Ia segera sadar kalau ketakutannya itu tidak masuk akal. Ia sadar bahwa selama bertahun-tahun ia telah percaya bahwa Kristus adalah Juruselamatnya, dan ia sangat ingin mengenal dan menyenangkan Allah. Inilah bukti bahwa Roh Allah benar-benar hidup di dalam hatinya.

Banyak orang kristiani yang sensitif takut kalau-kalau telah melakukan atau mengatakan sesuatu yang tak terampuni. Mungkin berupa hujatan yang terlintas dalam pikiran mereka.

Meskipun mereka mengakuinya di hadapan Allah, tetapi mereka tetap bertanya-tanya apakah mereka telah berbuat dosa yang tidak akan diampuni Allah.

Dosa apakah yang tak terampuni? Dalam Markus 3:22-30, kita menjumpai para ahli Taurat yang menuduh Yesus membuat mukjizat dengan kuasa penghulu setan.

Saat ini kita tidak mungkin melakukan dosa seperti para ahli Taurat yang menuduh Yesus karena Yesus sudah tidak hadir secara fisik di dunia.

Satu-satunya dosa yang tak terampuni adalah dengan selalu dan sengaja menolak kesaksian Roh Kudus bahwa Yesus adalah Juruselamat.

Tidak ada dosa yang tak terampuni selain penolakan total terhadap Kristus. Dengan kasih karunia-Nya, Dia mengampuni semua orang yang datang kepada-Nya.

Doa Penutup

Allah Bapa kami, melalui Yesus Kristus, Putra-Mu, Engkau telah memanggil kami untuk bertobat dan percaya kepada Injil.

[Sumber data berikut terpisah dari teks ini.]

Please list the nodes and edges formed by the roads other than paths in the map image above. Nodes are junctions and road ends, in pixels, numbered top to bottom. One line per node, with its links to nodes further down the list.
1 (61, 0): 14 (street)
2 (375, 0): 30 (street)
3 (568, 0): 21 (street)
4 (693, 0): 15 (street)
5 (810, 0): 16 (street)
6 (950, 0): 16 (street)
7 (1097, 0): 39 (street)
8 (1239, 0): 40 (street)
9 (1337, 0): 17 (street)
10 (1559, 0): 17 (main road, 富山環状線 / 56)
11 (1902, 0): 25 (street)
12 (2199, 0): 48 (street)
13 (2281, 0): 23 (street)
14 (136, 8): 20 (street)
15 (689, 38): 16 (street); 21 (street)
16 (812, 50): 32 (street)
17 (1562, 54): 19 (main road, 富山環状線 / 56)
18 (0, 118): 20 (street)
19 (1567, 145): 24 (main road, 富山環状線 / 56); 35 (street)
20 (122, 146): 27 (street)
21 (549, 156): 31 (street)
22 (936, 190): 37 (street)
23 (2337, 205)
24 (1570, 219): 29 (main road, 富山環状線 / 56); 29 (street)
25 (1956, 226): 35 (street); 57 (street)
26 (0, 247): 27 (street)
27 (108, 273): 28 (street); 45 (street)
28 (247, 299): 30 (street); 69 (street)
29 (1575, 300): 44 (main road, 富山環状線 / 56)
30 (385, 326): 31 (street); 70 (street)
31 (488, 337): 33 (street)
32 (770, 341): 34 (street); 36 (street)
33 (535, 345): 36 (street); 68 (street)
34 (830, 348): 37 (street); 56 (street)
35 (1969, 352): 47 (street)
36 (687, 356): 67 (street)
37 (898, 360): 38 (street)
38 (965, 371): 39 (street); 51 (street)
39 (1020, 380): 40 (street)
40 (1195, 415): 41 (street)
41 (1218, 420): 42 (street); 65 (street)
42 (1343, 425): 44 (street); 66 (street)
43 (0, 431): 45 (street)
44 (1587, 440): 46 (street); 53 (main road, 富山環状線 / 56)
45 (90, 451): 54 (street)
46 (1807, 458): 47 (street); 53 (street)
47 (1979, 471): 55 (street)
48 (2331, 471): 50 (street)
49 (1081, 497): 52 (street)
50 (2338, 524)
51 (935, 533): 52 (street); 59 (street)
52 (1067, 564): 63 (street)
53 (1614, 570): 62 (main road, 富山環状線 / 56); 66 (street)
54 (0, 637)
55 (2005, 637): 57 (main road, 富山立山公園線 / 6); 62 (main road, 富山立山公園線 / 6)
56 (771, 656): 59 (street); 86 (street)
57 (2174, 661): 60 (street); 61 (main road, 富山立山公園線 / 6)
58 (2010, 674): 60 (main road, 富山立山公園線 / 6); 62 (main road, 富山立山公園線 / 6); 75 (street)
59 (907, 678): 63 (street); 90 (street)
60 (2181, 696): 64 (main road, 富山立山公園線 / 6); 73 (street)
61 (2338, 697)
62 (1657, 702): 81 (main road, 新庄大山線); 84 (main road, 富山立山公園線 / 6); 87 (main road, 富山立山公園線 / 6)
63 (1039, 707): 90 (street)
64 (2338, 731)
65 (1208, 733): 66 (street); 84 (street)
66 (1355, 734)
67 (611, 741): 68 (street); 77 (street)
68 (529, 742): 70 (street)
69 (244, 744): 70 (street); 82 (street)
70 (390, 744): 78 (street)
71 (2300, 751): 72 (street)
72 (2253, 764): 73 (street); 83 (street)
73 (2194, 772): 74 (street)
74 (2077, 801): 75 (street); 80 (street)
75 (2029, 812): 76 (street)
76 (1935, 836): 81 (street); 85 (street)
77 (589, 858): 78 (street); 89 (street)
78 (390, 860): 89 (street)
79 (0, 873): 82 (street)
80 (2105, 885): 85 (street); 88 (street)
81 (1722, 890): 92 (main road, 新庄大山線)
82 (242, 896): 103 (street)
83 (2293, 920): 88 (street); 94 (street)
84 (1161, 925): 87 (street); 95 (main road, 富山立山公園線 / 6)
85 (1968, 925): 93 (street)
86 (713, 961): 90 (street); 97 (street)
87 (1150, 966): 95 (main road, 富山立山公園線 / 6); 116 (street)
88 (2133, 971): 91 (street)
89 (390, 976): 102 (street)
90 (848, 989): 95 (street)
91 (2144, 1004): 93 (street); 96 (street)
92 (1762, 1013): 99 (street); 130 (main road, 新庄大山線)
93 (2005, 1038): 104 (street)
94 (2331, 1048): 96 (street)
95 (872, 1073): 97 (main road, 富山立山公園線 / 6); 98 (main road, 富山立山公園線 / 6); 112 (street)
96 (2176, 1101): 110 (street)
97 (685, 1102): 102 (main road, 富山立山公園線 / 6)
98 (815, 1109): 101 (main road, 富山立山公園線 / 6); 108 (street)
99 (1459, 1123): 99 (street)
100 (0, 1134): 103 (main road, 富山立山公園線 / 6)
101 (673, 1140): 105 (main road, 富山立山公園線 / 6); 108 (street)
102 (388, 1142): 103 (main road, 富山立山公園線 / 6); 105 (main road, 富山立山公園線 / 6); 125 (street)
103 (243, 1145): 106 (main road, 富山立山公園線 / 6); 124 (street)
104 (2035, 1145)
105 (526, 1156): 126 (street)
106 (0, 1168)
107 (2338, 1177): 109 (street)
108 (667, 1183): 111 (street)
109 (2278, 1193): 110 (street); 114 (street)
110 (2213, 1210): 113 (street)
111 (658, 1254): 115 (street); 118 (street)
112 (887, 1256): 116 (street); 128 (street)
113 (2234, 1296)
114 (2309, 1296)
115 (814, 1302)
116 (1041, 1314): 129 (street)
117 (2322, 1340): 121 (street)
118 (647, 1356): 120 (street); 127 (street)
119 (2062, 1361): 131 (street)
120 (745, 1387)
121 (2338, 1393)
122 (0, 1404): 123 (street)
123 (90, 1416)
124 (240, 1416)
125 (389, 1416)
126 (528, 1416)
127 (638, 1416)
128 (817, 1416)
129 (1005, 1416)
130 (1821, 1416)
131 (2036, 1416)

Kami mohon, berilah kami keberanian untuk menanggapi panggilan-Mu dan menempuh jalan yang ditunjukkan oleh Yesus Kristus, Putra-Mu, Tuhan kami, yang bersama Engkau dan Roh Kudus, hidup dan berkuasa, Allah, sepanjang segala masa. Amin.

Demikianlah Bacaan dan Renungan Harian Katolik Senin 23 Januari 2023.